30 Jul 2014

Farmers face losses after forecast cut

10:00 am on 30 July 2014

Federated Farmers predicts a drop in forecast milk payouts will leave 20 percent of dairy farmers unable to make a profit.



Fonterra on Tuesday reduced its forecast milk payout from $7 to $6 per kilo of milk solids for the current season. New Zealand's largest company said dairy auction prices have fallen 16 percent since the start of the season at the beginning of June.

Federated Farmers dairy spokesperson Andrew Hoggard was surprised by the size of the drop given most banks were predicting a payout forecast of about $6.60.

"Twenty percent of farmers will be making a loss at that figure unless they're able to reduce their costs quite considerably."

But Fairlie dairy farmer Leonie Guiney said $6 was still a very high milk price based on historic returns and farmers who can't turn a profit at that level need to take a hard look at their business model.

"That means a portion of farmers that have shifted their cost structure beyond what I would consider to be sustainable."

Ms Guiney said farmers have become too reliant on supplementary feed which makes them vulnerable when payouts drop.

Fonterra is forecasting a dividend between 20 and 25 cents per share this year compared with the 10 cents it expects to pay for last year.
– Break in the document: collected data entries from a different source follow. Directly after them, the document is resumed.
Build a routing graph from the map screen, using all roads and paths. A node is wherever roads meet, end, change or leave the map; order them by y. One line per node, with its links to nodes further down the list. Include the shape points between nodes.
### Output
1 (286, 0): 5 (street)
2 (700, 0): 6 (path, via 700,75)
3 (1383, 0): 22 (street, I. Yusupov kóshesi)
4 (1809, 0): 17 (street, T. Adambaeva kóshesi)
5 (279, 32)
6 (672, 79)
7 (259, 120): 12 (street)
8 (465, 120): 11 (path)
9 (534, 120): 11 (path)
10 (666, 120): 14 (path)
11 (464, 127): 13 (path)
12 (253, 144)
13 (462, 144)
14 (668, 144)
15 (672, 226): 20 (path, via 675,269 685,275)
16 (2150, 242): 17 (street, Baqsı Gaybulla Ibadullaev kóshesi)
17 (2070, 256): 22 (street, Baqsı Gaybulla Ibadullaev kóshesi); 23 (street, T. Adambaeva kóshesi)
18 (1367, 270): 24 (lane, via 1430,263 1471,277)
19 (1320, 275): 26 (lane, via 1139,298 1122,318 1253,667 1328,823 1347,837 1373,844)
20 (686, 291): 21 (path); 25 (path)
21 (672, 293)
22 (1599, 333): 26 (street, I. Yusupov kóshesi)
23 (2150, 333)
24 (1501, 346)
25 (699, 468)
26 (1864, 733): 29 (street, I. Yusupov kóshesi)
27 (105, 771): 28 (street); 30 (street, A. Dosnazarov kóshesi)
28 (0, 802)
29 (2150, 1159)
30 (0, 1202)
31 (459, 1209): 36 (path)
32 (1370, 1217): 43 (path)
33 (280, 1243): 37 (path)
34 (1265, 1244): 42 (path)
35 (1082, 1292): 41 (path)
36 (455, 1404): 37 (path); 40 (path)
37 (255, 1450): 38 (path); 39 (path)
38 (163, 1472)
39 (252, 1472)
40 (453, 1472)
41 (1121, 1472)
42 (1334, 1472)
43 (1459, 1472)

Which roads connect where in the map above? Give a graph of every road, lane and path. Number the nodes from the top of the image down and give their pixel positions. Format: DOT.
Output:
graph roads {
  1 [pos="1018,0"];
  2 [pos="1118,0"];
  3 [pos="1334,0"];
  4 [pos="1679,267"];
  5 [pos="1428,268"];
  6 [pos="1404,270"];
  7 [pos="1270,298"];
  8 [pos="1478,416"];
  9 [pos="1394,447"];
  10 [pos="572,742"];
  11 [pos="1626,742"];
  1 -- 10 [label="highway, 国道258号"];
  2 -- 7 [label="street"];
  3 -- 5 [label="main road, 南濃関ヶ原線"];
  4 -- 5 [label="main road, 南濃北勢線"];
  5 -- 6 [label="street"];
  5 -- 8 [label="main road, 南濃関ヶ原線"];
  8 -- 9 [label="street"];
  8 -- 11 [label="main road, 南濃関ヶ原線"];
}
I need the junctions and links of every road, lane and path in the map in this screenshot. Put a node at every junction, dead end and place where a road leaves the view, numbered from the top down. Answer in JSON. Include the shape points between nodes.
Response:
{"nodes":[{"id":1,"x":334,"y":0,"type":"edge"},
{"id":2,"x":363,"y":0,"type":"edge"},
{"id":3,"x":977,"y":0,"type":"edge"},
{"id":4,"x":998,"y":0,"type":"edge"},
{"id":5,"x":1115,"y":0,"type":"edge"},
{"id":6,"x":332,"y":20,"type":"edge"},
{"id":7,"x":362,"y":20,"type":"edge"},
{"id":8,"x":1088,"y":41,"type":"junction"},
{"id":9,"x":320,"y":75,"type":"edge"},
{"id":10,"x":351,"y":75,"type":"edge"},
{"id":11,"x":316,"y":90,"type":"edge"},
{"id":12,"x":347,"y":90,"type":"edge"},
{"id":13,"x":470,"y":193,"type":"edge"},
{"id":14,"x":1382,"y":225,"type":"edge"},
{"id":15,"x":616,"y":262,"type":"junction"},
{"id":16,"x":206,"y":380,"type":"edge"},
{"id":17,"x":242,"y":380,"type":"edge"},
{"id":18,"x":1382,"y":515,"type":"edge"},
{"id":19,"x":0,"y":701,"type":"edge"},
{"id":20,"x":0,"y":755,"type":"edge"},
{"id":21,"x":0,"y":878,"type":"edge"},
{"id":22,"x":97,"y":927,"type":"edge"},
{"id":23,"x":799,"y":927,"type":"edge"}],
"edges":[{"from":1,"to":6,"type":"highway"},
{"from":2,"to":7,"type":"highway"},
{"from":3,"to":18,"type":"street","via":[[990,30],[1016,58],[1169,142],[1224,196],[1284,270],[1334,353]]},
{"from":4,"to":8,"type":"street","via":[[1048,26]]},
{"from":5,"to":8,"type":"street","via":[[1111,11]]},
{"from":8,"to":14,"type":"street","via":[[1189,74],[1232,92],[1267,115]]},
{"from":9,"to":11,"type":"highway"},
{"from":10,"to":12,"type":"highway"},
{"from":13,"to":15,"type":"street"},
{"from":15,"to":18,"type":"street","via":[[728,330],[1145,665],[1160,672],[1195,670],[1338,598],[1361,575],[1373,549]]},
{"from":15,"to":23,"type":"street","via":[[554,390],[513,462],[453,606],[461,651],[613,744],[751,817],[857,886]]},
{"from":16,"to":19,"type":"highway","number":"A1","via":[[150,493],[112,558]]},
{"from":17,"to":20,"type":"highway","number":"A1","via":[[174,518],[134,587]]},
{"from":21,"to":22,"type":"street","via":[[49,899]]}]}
A milk processing plant in Taranaki.

A milk processing plant in Taranaki. Photo: PHOTO NZ

Drop means $4bn hit

BNZ economist Doug Steel estimates Fonterra's cut to the forecast payout will mean about $4 billion less going to farmers this season compared to last season, assuming the final payment for last season remained at $8.40 a kilo.

The cut for 2014/15 has mainly been driven by a downturn in international dairy prices. Average prices of all the products Fonterra sells have fallen more than 34 percent since they peaked in February.

The persistently high New Zealand dollar has not helped farmers either, pushing down their income.

ASB Bank chief economist Nick Tuffley said the currency is is staying high because of rising interest rates.

The dollar normally lifts when commodity prices are strong and falls when they drop, he said, smoothing prices in New Zealand dollar terms, but this had not occurred recently.

"We haven't seen that buffering effect happen this year. The New Zealand dollar has, if anything, tracked a bit higher even as dairy prices have fallen."

Mr Steel said the $6 price was what could be expected from the stubbornly high kiwi dollar and the current dairy pricing internationally. BNZ was forecasting a finalised payout of $6.20, though that was conditional on a decline in the kiwi dollar.